• WHAT YOU NEED TO DO: All of the records must be repeated exactly as they read.
----------
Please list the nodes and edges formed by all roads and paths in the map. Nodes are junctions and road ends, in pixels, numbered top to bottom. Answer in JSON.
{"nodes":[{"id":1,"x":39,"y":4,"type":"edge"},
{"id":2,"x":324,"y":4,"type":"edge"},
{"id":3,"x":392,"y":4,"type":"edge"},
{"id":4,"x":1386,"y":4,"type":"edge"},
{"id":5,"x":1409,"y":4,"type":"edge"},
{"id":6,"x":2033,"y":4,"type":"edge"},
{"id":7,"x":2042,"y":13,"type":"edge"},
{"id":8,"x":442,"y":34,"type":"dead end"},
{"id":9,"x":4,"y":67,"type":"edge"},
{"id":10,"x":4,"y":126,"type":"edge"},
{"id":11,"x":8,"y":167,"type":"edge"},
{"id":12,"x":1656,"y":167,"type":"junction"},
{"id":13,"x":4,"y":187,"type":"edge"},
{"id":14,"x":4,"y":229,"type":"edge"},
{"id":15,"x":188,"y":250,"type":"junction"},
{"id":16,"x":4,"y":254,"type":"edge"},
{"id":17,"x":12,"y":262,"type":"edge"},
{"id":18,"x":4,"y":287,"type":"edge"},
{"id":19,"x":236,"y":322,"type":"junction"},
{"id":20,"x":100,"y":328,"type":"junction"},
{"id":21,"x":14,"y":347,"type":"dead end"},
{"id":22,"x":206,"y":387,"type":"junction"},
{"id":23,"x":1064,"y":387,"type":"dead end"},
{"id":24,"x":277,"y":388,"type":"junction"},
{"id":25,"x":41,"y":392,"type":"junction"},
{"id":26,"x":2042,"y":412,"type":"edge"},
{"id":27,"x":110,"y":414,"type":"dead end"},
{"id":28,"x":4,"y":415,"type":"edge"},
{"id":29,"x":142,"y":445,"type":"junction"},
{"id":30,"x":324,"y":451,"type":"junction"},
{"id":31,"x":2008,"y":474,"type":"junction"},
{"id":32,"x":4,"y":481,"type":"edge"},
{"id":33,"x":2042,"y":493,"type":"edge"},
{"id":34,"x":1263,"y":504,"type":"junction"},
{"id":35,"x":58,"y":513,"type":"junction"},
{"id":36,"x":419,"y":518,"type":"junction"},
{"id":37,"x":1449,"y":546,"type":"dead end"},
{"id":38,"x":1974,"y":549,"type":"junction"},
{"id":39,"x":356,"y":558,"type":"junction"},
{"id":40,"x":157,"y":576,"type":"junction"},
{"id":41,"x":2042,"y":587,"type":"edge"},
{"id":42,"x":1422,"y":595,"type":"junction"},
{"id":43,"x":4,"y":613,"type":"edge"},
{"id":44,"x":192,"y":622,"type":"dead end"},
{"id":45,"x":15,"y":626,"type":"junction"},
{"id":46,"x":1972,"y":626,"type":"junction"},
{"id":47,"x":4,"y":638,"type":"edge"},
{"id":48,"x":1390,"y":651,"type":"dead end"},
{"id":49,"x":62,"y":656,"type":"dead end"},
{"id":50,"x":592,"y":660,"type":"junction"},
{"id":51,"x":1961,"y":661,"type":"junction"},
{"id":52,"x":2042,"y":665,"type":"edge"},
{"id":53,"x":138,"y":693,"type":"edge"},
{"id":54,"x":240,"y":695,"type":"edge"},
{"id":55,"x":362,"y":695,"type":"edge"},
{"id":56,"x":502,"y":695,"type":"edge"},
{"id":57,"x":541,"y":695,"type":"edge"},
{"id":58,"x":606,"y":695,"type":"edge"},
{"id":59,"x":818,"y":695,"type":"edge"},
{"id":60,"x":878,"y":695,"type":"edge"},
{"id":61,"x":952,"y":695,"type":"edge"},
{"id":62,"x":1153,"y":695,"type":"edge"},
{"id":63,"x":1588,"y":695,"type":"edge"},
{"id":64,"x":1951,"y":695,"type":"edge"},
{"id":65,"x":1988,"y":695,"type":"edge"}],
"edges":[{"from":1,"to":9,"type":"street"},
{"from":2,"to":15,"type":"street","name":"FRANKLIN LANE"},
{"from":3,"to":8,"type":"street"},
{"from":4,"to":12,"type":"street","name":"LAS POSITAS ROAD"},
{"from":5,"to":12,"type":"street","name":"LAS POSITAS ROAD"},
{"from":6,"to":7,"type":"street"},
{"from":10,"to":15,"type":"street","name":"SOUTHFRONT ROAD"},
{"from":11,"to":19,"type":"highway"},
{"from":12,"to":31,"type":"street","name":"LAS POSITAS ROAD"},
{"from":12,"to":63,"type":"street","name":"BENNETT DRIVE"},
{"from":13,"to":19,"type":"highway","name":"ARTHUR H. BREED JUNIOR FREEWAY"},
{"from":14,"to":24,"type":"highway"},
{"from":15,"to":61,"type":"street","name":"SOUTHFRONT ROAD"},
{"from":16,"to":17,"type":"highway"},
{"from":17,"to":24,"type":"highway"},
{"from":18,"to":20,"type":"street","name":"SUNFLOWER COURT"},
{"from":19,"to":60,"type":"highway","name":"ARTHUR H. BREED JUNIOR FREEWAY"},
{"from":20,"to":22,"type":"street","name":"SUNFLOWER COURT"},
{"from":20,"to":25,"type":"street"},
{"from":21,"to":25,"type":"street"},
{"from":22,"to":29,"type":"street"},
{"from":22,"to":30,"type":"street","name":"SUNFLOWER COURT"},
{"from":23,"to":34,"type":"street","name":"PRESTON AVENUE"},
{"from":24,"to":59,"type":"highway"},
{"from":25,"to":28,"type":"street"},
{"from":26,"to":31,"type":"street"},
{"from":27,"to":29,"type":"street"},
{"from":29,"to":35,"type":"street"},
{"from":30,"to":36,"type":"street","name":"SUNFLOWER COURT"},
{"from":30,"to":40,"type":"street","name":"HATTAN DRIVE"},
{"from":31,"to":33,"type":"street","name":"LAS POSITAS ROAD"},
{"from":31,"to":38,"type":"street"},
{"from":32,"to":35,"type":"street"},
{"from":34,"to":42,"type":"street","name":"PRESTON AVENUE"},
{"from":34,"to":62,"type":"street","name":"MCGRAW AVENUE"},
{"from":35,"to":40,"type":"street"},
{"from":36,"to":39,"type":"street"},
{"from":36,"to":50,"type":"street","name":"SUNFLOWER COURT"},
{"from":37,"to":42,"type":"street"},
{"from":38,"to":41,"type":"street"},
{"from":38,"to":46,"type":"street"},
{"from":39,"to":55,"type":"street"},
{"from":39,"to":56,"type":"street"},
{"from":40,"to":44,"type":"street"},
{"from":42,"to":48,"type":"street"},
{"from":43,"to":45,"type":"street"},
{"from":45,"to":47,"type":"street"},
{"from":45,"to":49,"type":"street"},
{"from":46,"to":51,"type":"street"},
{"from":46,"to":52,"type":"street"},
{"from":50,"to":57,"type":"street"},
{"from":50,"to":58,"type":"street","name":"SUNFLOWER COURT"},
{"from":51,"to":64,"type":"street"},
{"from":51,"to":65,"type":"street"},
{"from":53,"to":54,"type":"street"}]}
----------
• TASK OUTPUT:
Please list the nodes and edges formed by all roads and paths in the map. Nodes are junctions and road ends, in pixels, numbered top to bottom. Answer in JSON.
{"nodes":[{"id":1,"x":39,"y":4,"type":"edge"},
{"id":2,"x":324,"y":4,"type":"edge"},
{"id":3,"x":392,"y":4,"type":"edge"},
{"id":4,"x":1386,"y":4,"type":"edge"},
{"id":5,"x":1409,"y":4,"type":"edge"},
{"id":6,"x":2033,"y":4,"type":"edge"},
{"id":7,"x":2042,"y":13,"type":"edge"},
{"id":8,"x":442,"y":34,"type":"dead end"},
{"id":9,"x":4,"y":67,"type":"edge"},
{"id":10,"x":4,"y":126,"type":"edge"},
{"id":11,"x":8,"y":167,"type":"edge"},
{"id":12,"x":1656,"y":167,"type":"junction"},
{"id":13,"x":4,"y":187,"type":"edge"},
{"id":14,"x":4,"y":229,"type":"edge"},
{"id":15,"x":188,"y":250,"type":"junction"},
{"id":16,"x":4,"y":254,"type":"edge"},
{"id":17,"x":12,"y":262,"type":"edge"},
{"id":18,"x":4,"y":287,"type":"edge"},
{"id":19,"x":236,"y":322,"type":"junction"},
{"id":20,"x":100,"y":328,"type":"junction"},
{"id":21,"x":14,"y":347,"type":"dead end"},
{"id":22,"x":206,"y":387,"type":"junction"},
{"id":23,"x":1064,"y":387,"type":"dead end"},
{"id":24,"x":277,"y":388,"type":"junction"},
{"id":25,"x":41,"y":392,"type":"junction"},
{"id":26,"x":2042,"y":412,"type":"edge"},
{"id":27,"x":110,"y":414,"type":"dead end"},
{"id":28,"x":4,"y":415,"type":"edge"},
{"id":29,"x":142,"y":445,"type":"junction"},
{"id":30,"x":324,"y":451,"type":"junction"},
{"id":31,"x":2008,"y":474,"type":"junction"},
{"id":32,"x":4,"y":481,"type":"edge"},
{"id":33,"x":2042,"y":493,"type":"edge"},
{"id":34,"x":1263,"y":504,"type":"junction"},
{"id":35,"x":58,"y":513,"type":"junction"},
{"id":36,"x":419,"y":518,"type":"junction"},
{"id":37,"x":1449,"y":546,"type":"dead end"},
{"id":38,"x":1974,"y":549,"type":"junction"},
{"id":39,"x":356,"y":558,"type":"junction"},
{"id":40,"x":157,"y":576,"type":"junction"},
{"id":41,"x":2042,"y":587,"type":"edge"},
{"id":42,"x":1422,"y":595,"type":"junction"},
{"id":43,"x":4,"y":613,"type":"edge"},
{"id":44,"x":192,"y":622,"type":"dead end"},
{"id":45,"x":15,"y":626,"type":"junction"},
{"id":46,"x":1972,"y":626,"type":"junction"},
{"id":47,"x":4,"y":638,"type":"edge"},
{"id":48,"x":1390,"y":651,"type":"dead end"},
{"id":49,"x":62,"y":656,"type":"dead end"},
{"id":50,"x":592,"y":660,"type":"junction"},
{"id":51,"x":1961,"y":661,"type":"junction"},
{"id":52,"x":2042,"y":665,"type":"edge"},
{"id":53,"x":138,"y":693,"type":"edge"},
{"id":54,"x":240,"y":695,"type":"edge"},
{"id":55,"x":362,"y":695,"type":"edge"},
{"id":56,"x":502,"y":695,"type":"edge"},
{"id":57,"x":541,"y":695,"type":"edge"},
{"id":58,"x":606,"y":695,"type":"edge"},
{"id":59,"x":818,"y":695,"type":"edge"},
{"id":60,"x":878,"y":695,"type":"edge"},
{"id":61,"x":952,"y":695,"type":"edge"},
{"id":62,"x":1153,"y":695,"type":"edge"},
{"id":63,"x":1588,"y":695,"type":"edge"},
{"id":64,"x":1951,"y":695,"type":"edge"},
{"id":65,"x":1988,"y":695,"type":"edge"}],
"edges":[{"from":1,"to":9,"type":"street"},
{"from":2,"to":15,"type":"street","name":"FRANKLIN LANE"},
{"from":3,"to":8,"type":"street"},
{"from":4,"to":12,"type":"street","name":"LAS POSITAS ROAD"},
{"from":5,"to":12,"type":"street","name":"LAS POSITAS ROAD"},
{"from":6,"to":7,"type":"street"},
{"from":10,"to":15,"type":"street","name":"SOUTHFRONT ROAD"},
{"from":11,"to":19,"type":"highway"},
{"from":12,"to":31,"type":"street","name":"LAS POSITAS ROAD"},
{"from":12,"to":63,"type":"street","name":"BENNETT DRIVE"},
{"from":13,"to":19,"type":"highway","name":"ARTHUR H. BREED JUNIOR FREEWAY"},
{"from":14,"to":24,"type":"highway"},
{"from":15,"to":61,"type":"street","name":"SOUTHFRONT ROAD"},
{"from":16,"to":17,"type":"highway"},
{"from":17,"to":24,"type":"highway"},
{"from":18,"to":20,"type":"street","name":"SUNFLOWER COURT"},
{"from":19,"to":60,"type":"highway","name":"ARTHUR H. BREED JUNIOR FREEWAY"},
{"from":20,"to":22,"type":"street","name":"SUNFLOWER COURT"},
{"from":20,"to":25,"type":"street"},
{"from":21,"to":25,"type":"street"},
{"from":22,"to":29,"type":"street"},
{"from":22,"to":30,"type":"street","name":"SUNFLOWER COURT"},
{"from":23,"to":34,"type":"street","name":"PRESTON AVENUE"},
{"from":24,"to":59,"type":"highway"},
{"from":25,"to":28,"type":"street"},
{"from":26,"to":31,"type":"street"},
{"from":27,"to":29,"type":"street"},
{"from":29,"to":35,"type":"street"},
{"from":30,"to":36,"type":"street","name":"SUNFLOWER COURT"},
{"from":30,"to":40,"type":"street","name":"HATTAN DRIVE"},
{"from":31,"to":33,"type":"street","name":"LAS POSITAS ROAD"},
{"from":31,"to":38,"type":"street"},
{"from":32,"to":35,"type":"street"},
{"from":34,"to":42,"type":"street","name":"PRESTON AVENUE"},
{"from":34,"to":62,"type":"street","name":"MCGRAW AVENUE"},
{"from":35,"to":40,"type":"street"},
{"from":36,"to":39,"type":"street"},
{"from":36,"to":50,"type":"street","name":"SUNFLOWER COURT"},
{"from":37,"to":42,"type":"street"},
{"from":38,"to":41,"type":"street"},
{"from":38,"to":46,"type":"street"},
{"from":39,"to":55,"type":"street"},
{"from":39,"to":56,"type":"street"},
{"from":40,"to":44,"type":"street"},
{"from":42,"to":48,"type":"street"},
{"from":43,"to":45,"type":"street"},
{"from":45,"to":47,"type":"street"},
{"from":45,"to":49,"type":"street"},
{"from":46,"to":51,"type":"street"},
{"from":46,"to":52,"type":"street"},
{"from":50,"to":57,"type":"street"},
{"from":50,"to":58,"type":"street","name":"SUNFLOWER COURT"},
{"from":51,"to":64,"type":"street"},
{"from":51,"to":65,"type":"street"},
{"from":53,"to":54,"type":"street"}]}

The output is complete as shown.